PROBLEM DESCRIPTION: The full set of entries is to be printed exactly, with pictures excluded.

□ □ □ □

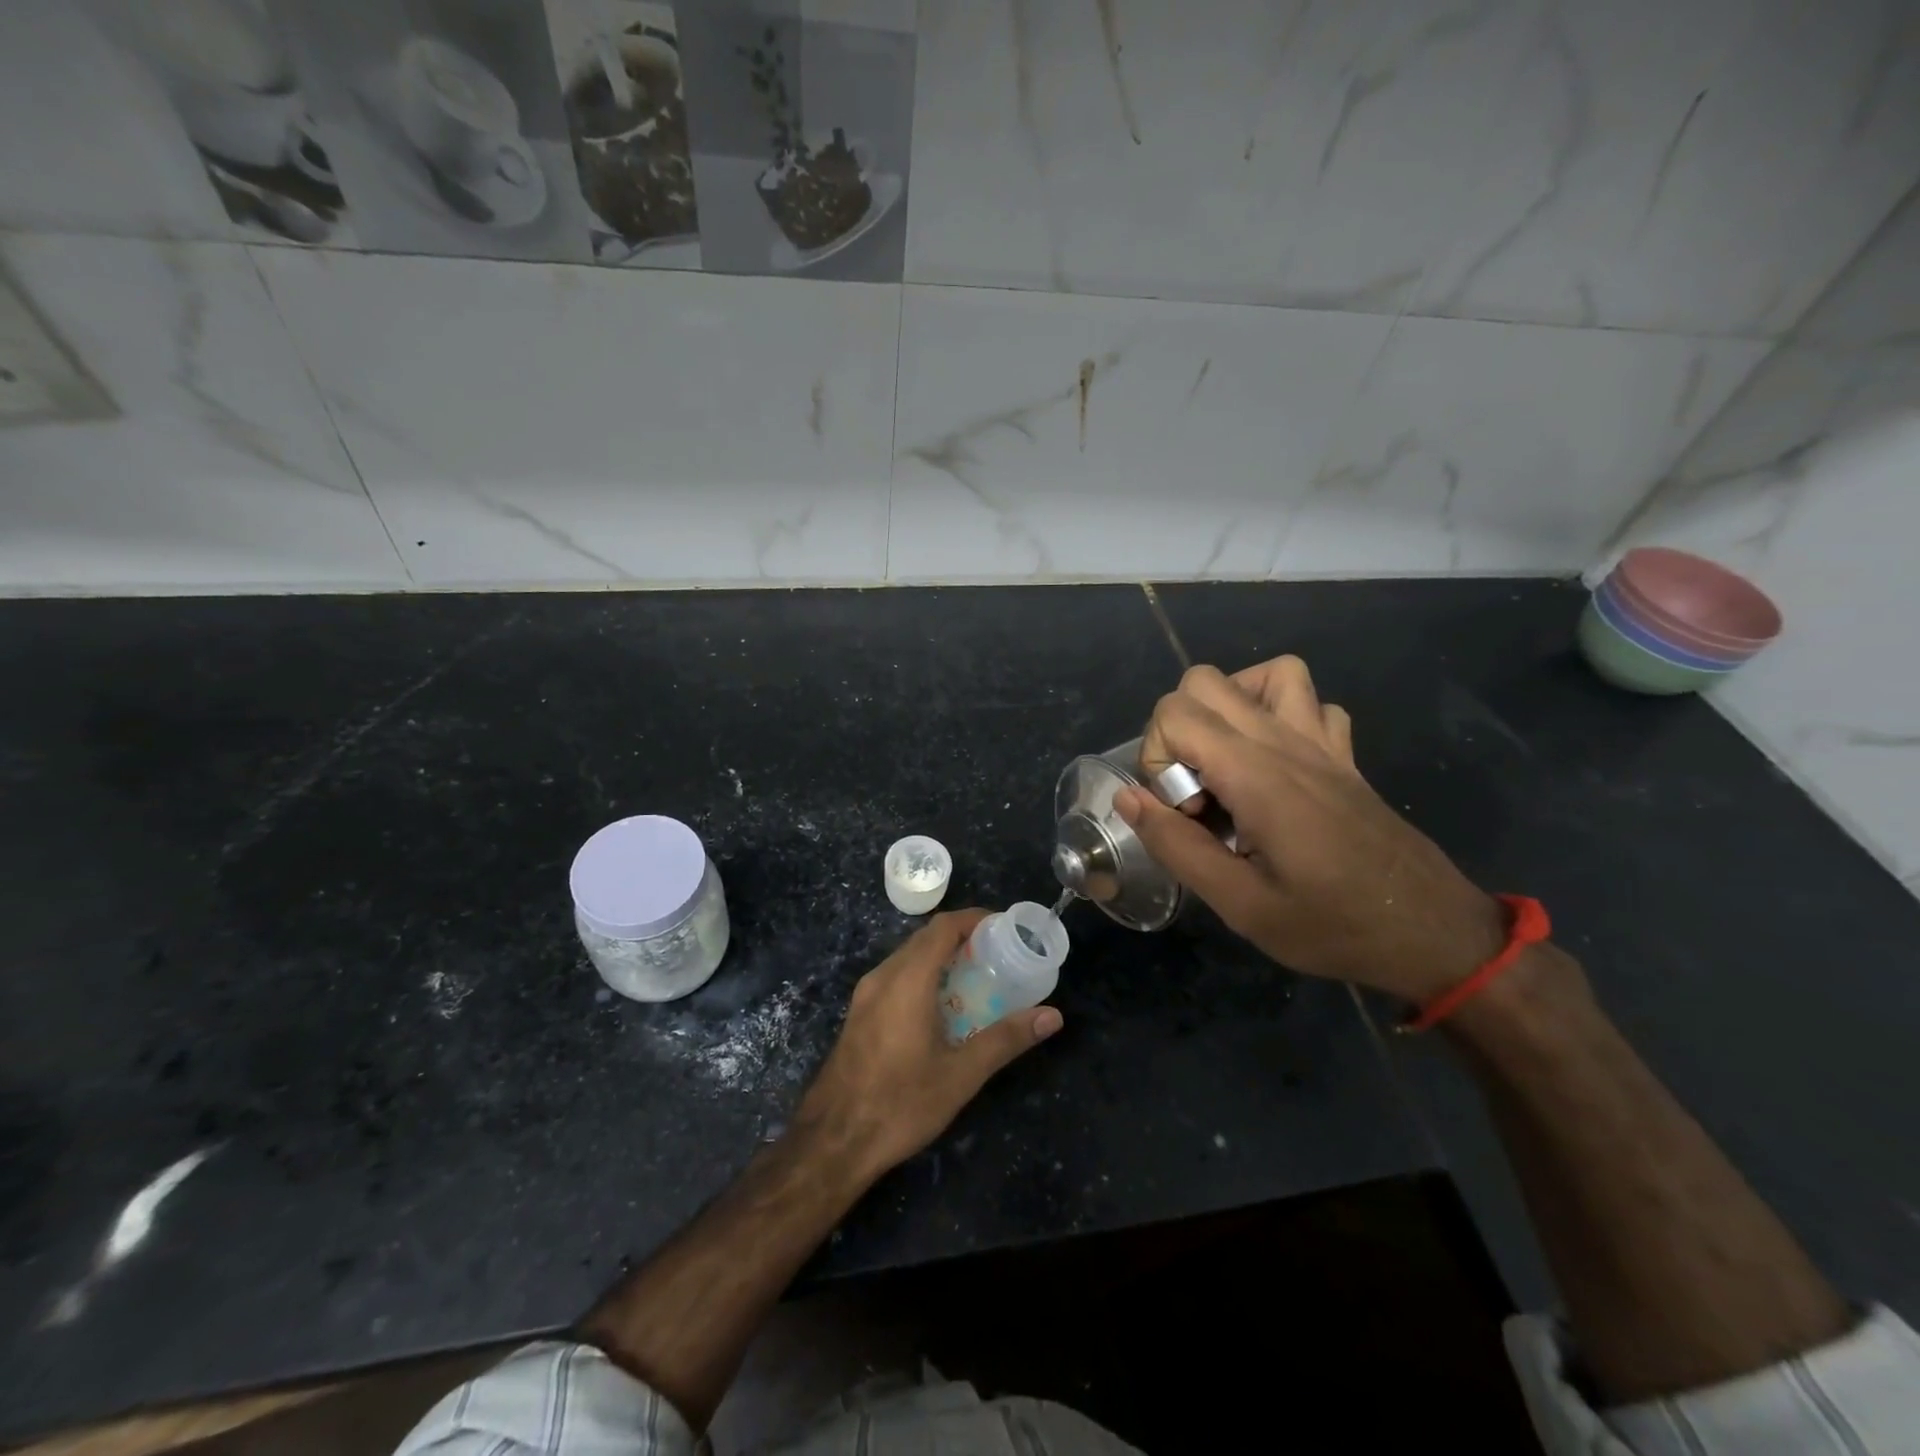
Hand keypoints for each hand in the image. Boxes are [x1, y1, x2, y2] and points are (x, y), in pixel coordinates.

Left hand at [795, 909, 1062, 1179]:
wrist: (831, 1143)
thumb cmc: (900, 1104)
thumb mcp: (961, 1075)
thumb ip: (1006, 1039)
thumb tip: (1052, 1016)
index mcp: (907, 980)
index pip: (943, 927)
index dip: (974, 919)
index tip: (1005, 928)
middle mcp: (883, 977)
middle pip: (925, 938)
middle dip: (962, 938)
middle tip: (998, 955)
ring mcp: (865, 995)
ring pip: (908, 958)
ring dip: (941, 958)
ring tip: (977, 979)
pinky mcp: (859, 1015)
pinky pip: (895, 977)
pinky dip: (923, 976)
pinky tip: (942, 1008)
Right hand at [1118, 657, 1504, 1003]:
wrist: (1435, 933)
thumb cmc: (1334, 925)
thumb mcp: (1241, 905)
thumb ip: (1177, 846)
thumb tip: (1128, 797)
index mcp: (1256, 775)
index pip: (1176, 713)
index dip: (1156, 758)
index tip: (1182, 814)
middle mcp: (1286, 742)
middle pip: (1206, 681)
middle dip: (1179, 729)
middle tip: (1196, 791)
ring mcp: (1321, 742)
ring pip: (1266, 673)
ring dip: (1231, 706)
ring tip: (1227, 761)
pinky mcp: (1344, 755)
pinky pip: (1310, 702)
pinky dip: (1282, 715)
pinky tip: (1276, 761)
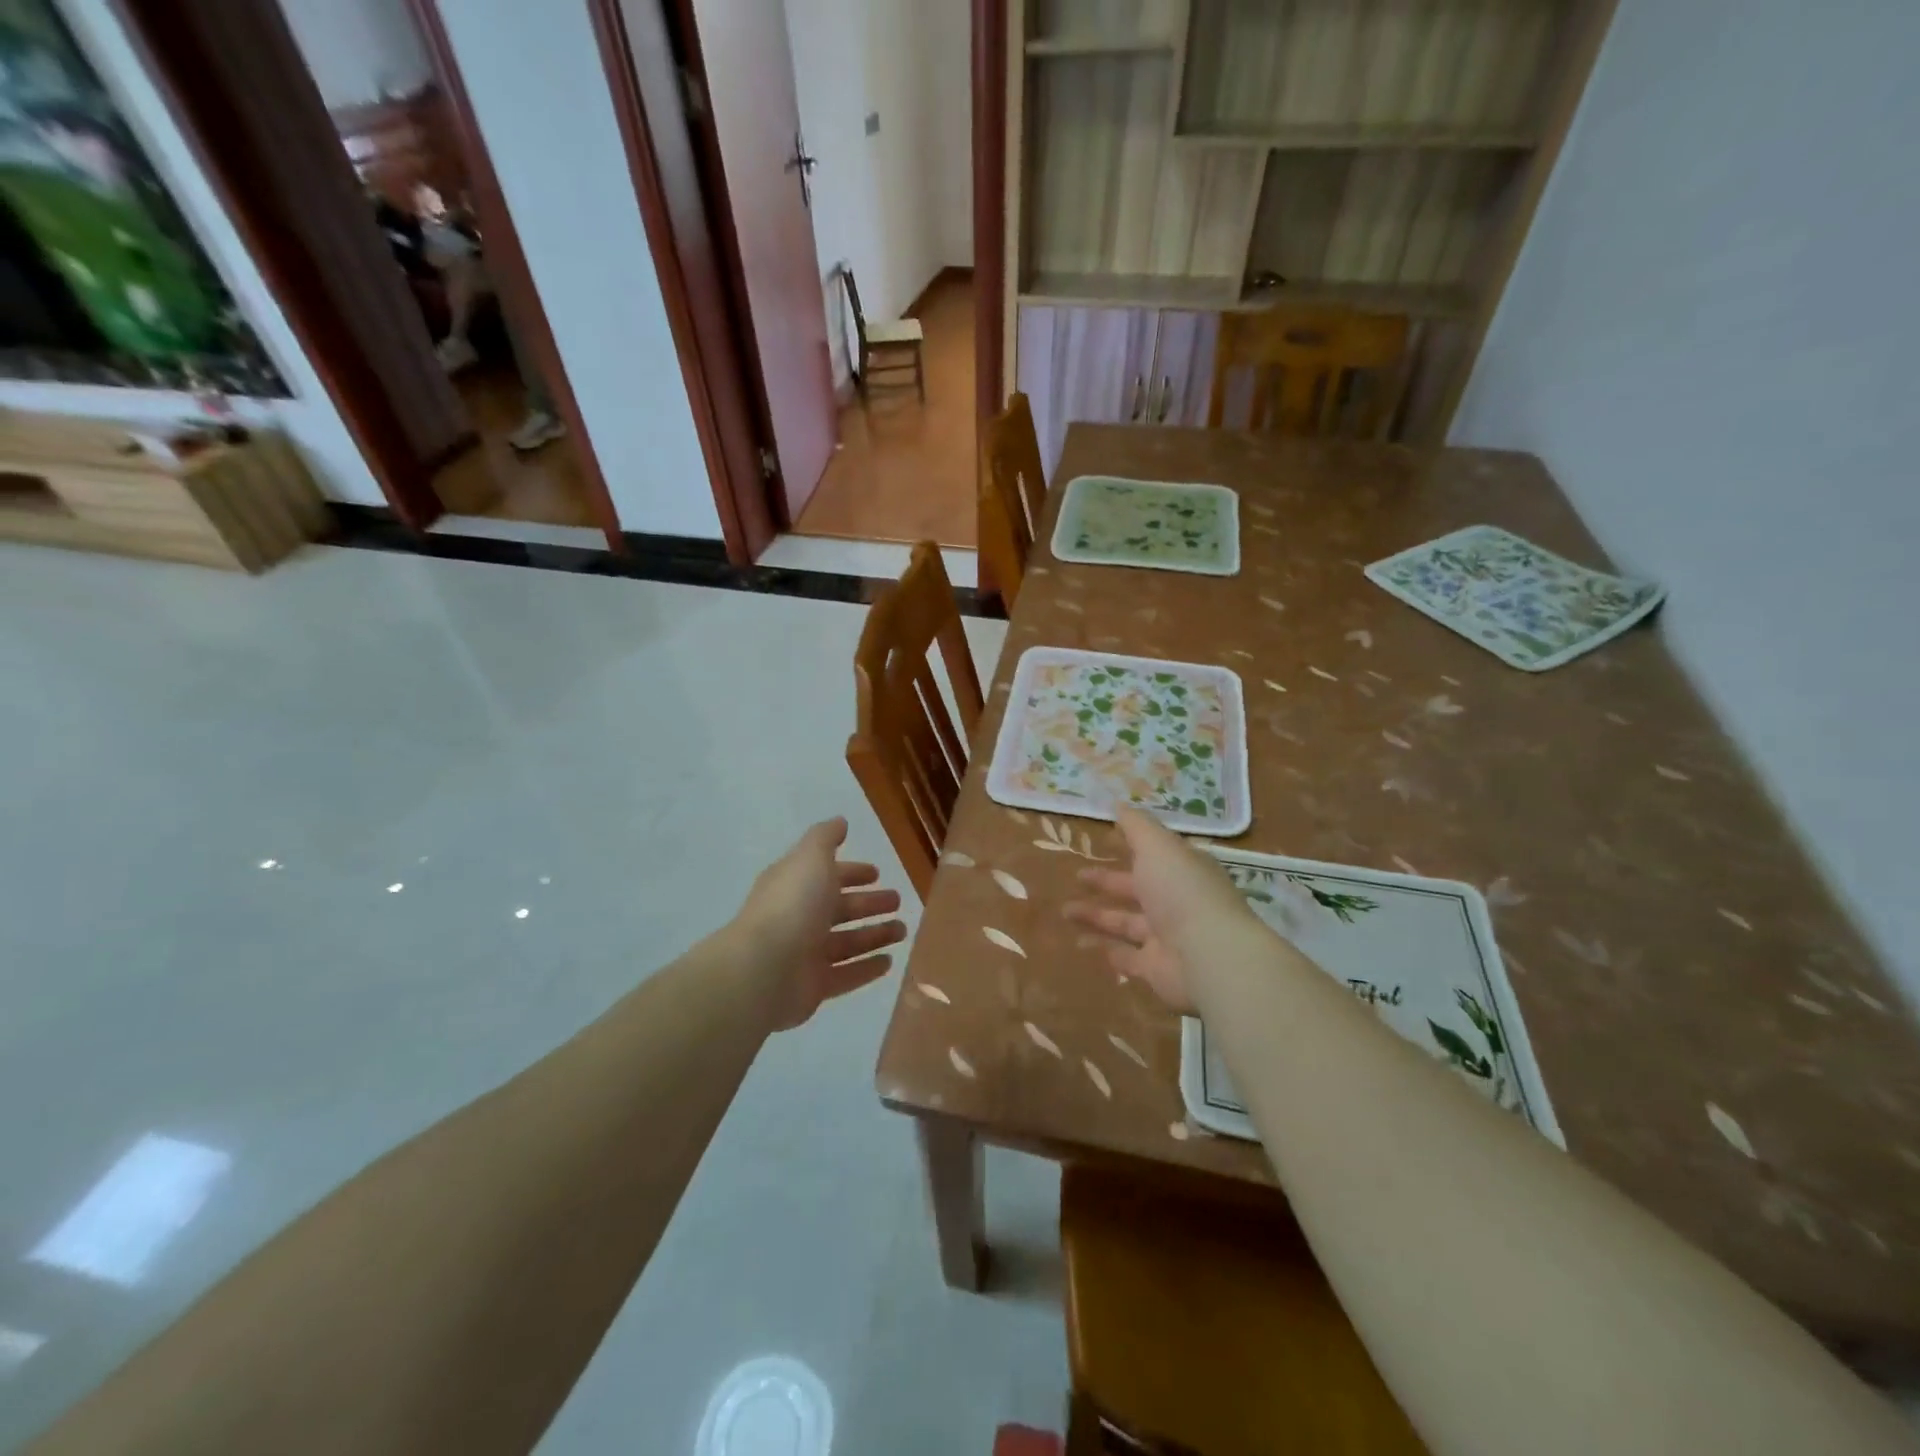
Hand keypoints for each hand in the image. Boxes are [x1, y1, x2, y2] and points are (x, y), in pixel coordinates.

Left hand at [732, 817, 905, 1030]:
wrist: (763, 969)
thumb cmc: (792, 905)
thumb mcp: (810, 858)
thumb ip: (826, 838)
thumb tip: (840, 821)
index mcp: (795, 885)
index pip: (828, 875)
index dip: (852, 872)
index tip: (877, 873)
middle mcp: (799, 918)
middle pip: (839, 909)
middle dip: (868, 903)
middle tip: (897, 901)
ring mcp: (805, 954)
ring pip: (846, 942)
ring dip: (874, 935)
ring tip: (902, 931)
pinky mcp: (814, 986)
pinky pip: (846, 975)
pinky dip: (866, 968)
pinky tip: (890, 962)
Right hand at [1064, 807, 1257, 1014]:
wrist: (1208, 956)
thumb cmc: (1182, 891)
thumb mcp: (1158, 846)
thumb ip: (1136, 826)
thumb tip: (1118, 804)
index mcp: (1182, 870)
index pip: (1154, 856)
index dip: (1130, 848)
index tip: (1103, 843)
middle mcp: (1176, 902)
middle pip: (1136, 889)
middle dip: (1106, 882)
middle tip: (1076, 876)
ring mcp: (1167, 938)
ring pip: (1126, 923)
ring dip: (1096, 916)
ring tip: (1064, 912)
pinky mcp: (1156, 969)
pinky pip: (1126, 957)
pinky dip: (1105, 950)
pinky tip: (1081, 943)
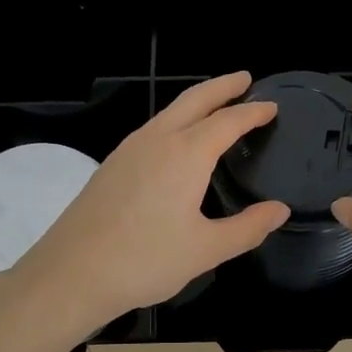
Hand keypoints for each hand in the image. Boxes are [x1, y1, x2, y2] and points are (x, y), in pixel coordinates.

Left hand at [2, 72, 289, 345]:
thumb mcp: (205, 250)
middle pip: (195, 100)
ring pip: (169, 112)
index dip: (252, 112)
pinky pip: (152, 128)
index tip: (271, 106)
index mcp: (186, 154)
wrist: (71, 272)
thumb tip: (279, 210)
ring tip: (216, 106)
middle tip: (244, 78)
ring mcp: (129, 149)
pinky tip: (176, 141)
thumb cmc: (145, 261)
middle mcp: (157, 140)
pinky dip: (175, 121)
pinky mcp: (112, 164)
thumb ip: (247, 228)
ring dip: (196, 102)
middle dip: (222, 87)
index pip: (228, 121)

□ □ □ □

REPLY:
Hand keypoints for each hand in the image. Boxes are [x1, y1, x2, y2] and points are (x, y), in pixel coordinates.

Left hand at [795, 909, 1062, 1179]:
wrist: (831, 1143)
thumb cmc: (900, 1104)
thumb mcp: (961, 1075)
thumb ip: (1006, 1039)
thumb tip: (1052, 1016)
index mcp: (907, 980)
index pip: (943, 927)
index dip: (974, 919)
index tip: (1005, 928)
middle mcp: (883, 977)
middle pip: (925, 938)
middle dip: (962, 938)
middle tip: (998, 955)
ring mcp: (865, 995)
ring pip: (908, 958)
ring dip: (941, 958)
ring tip: (977, 979)
pinky mcp: (859, 1015)
pinky pip: (895, 977)
pinky dip: (923, 976)
pinky tip: (942, 1008)
Right hand at [1118, 657, 1504, 1003]:
wrist: (1435, 933)
thumb cmc: (1334, 925)
thumb mcp: (1241, 905)
thumb ip: (1177, 846)
thumb tip: (1128, 797)
index mcp: (1256, 775)
index pip: (1176, 713)
index dip: (1156, 758)
index tip: (1182, 814)
middle mcp: (1286, 742)
middle pip: (1206, 681)
middle dip: (1179, 729)
middle tip: (1196, 791)
ring mcp: (1321, 742)
ring pip: (1266, 673)
ring dip: (1231, 706)
ring tip: (1227, 761)
pinky mcp: (1344, 755)
pinky pip: (1310, 702)
pinky dip: (1282, 715)
pinky tip: (1276, 761)
Hand keypoints for each hand in the image. Boxes are [x1, y1, x2, y2] and points are (x, y), in pixel coordinates.

Left hand at [732, 817, 905, 1030]:
wrist: (763, 969)
thumb cmc: (792, 905)
thumb mcp: (810, 858)
thumb ip: (826, 838)
thumb tip: (840, 821)
index mcp: (795, 885)
index pip: (828, 875)
index dip: (852, 872)
index tip: (877, 873)
middle mcp: (799, 918)
middle pip: (839, 909)
middle dip: (868, 903)
middle tip: (897, 901)
ring mcp: (805, 954)
ring pip: (846, 942)
ring dip: (874, 935)
ring tip: (902, 931)
pinky mcp: (814, 986)
pinky pip: (846, 975)
pinky dip: (866, 968)
pinky tip: (890, 962)
Right hand at [1064, 807, 1257, 1014]:
wrist: (1208, 956)
thumb cmc: (1182, 891)
thumb mcp: (1158, 846)
thumb ip: (1136, 826)
thumb tip: (1118, 804)
index mcp: (1182, 870)
index pip: (1154, 856)
index dip: (1130, 848)
index tip: (1103, 843)
middle mcp: (1176, 902)
middle pip: (1136, 889)
middle dip: (1106, 882)
middle tip: (1076, 876)
ring mcp: (1167, 938)
ring pip: (1126, 923)
ring dip: (1096, 916)
ring tip: (1064, 912)
pinky mcp: (1156, 969)
pinky pip: (1126, 957)
pinky dip: (1105, 950)
pinky tip: (1081, 943)
Hand keypoints for each hand in the image. Boxes are [x1, y1, x2, y2] and points are (x, y), in pixel coordinates.

Left hand at [2, 72, 289, 345]:
thumb mcp: (205, 250)
middle pip: (195, 100)
ring pip: (169, 112)
index dip: (252, 112)
pinky pip: (152, 128)
index tip: (271, 106)
index mcp: (186, 154)
wrist: (71, 272)
thumb tip: (279, 210)
ring tip: (216, 106)
middle tip: (244, 78)
ring mcp: (129, 149)
pinky tip: (176, 141)
thumb cmc: (145, 261)
middle mcp: (157, 140)
pinky dip: (175, 121)
pinky mcp: (112, 164)
thumb ip: (247, 228)
ring dip: (196, 102)
middle dip: (222, 87)
index pip: (228, 121)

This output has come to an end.